By Brian Hews, [email protected]

Salt Lake City — The federal government has quietly purchased a massive industrial warehouse in Salt Lake City, setting the stage for what could become one of the largest new immigration detention facilities in the country—and local officials are already pushing back hard.

According to property records and multiple local reports, the U.S. Department of Homeland Security, which oversees Immigration and Customs Enforcement (ICE), paid roughly $145 million for an approximately 833,000-square-foot warehouse on nearly 25 acres near Salt Lake City International Airport. (Building Salt Lake)

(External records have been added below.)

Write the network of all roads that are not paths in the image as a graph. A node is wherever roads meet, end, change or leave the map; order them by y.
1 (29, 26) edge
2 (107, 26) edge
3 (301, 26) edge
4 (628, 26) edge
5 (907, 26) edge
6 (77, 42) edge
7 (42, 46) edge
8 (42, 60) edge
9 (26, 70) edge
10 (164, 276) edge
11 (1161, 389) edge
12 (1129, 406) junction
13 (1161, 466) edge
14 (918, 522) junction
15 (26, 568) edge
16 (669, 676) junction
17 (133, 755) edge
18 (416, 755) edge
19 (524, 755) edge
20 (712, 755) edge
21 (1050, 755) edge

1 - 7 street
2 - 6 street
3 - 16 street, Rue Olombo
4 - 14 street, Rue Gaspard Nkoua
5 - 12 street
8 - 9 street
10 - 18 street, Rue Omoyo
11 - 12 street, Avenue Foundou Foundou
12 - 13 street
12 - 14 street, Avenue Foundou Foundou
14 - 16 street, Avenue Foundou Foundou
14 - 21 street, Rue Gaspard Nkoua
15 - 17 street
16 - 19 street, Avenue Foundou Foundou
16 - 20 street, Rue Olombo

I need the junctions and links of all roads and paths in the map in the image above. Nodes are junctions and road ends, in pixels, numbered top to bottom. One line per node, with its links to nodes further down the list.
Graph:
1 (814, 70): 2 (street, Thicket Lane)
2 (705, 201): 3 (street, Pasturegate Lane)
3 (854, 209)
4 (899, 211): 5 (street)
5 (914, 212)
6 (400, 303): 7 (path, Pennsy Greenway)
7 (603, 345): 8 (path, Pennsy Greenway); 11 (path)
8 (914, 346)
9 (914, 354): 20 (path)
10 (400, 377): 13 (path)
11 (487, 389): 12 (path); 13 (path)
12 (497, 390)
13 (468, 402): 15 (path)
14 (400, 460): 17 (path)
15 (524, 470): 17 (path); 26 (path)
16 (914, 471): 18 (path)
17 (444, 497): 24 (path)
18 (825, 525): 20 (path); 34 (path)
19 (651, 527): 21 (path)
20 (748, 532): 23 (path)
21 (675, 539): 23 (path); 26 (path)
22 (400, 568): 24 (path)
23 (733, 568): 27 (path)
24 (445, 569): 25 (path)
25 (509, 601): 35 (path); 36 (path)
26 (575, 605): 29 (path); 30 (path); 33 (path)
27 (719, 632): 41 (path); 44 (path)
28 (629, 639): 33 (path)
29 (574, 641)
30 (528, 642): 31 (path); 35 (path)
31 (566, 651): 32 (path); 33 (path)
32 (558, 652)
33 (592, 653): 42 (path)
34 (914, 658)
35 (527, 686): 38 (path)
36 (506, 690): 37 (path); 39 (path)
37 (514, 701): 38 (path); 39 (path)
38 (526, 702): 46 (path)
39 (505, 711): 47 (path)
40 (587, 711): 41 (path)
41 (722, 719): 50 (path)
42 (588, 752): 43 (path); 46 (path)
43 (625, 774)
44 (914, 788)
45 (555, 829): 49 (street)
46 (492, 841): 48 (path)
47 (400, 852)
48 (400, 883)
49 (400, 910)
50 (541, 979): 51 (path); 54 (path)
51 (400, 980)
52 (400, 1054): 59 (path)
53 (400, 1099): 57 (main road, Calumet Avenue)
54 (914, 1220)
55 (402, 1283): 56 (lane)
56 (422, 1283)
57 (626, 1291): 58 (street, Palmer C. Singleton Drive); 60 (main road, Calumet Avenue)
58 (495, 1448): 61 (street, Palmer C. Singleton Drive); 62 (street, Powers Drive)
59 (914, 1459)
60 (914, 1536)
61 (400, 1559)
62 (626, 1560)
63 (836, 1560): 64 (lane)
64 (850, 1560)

A Salt Lake City industrial real estate broker who spoke on the condition of anonymity told Building Salt Lake that the sale price for the ICE building was high, calling the price “unheard of,” in the Salt Lake City market. 

The deal, finalized earlier this month, blindsided state and local leaders. Utah Gov. Spencer Cox said neither he nor the state’s congressional delegation was notified before the sale went through. (News From The States)

The facility is widely expected to be converted into a large-scale immigration detention center as part of a nationwide expansion effort that has seen ICE acquire warehouse properties across multiple states.

City leaders wasted no time signaling resistance.

Salt Lake City officials are now exploring ways to limit the project’s impact, including potential restrictions on water usage—an essential resource for any high-occupancy detention facility. A proposed ordinance could cap water consumption at the site far below what a large detention center would require, effectively squeezing the project before it even gets off the ground. (The Salt Lake Tribune)

Mayor Erin Mendenhall made it clear the city is not on board, warning that a facility housing thousands of detainees could overwhelm infrastructure designed for light industrial use, not residential-scale occupancy. (The Salt Lake Tribune)

The backlash isn’t just bureaucratic—it’s public.

Protests have already erupted outside the warehouse, with residents and activists raising concerns about transparency, human rights, and the federal government’s ability to bypass local zoning and oversight. (The Salt Lake Tribune)

The Salt Lake purchase fits into a broader federal strategy to rapidly expand detention capacity by converting large, vacant warehouses into “turnkey” facilities—often without prior notice to local governments.

And that’s the part that’s driving cities nuts.

Under federal authority, ICE does not always need local approval to move forward, leaving municipalities scrambling to respond after the fact—using whatever tools they have left, like utilities, infrastructure limits, and public pressure.

Bottom line: the building is bought, the plan is real, and the fight is just getting started.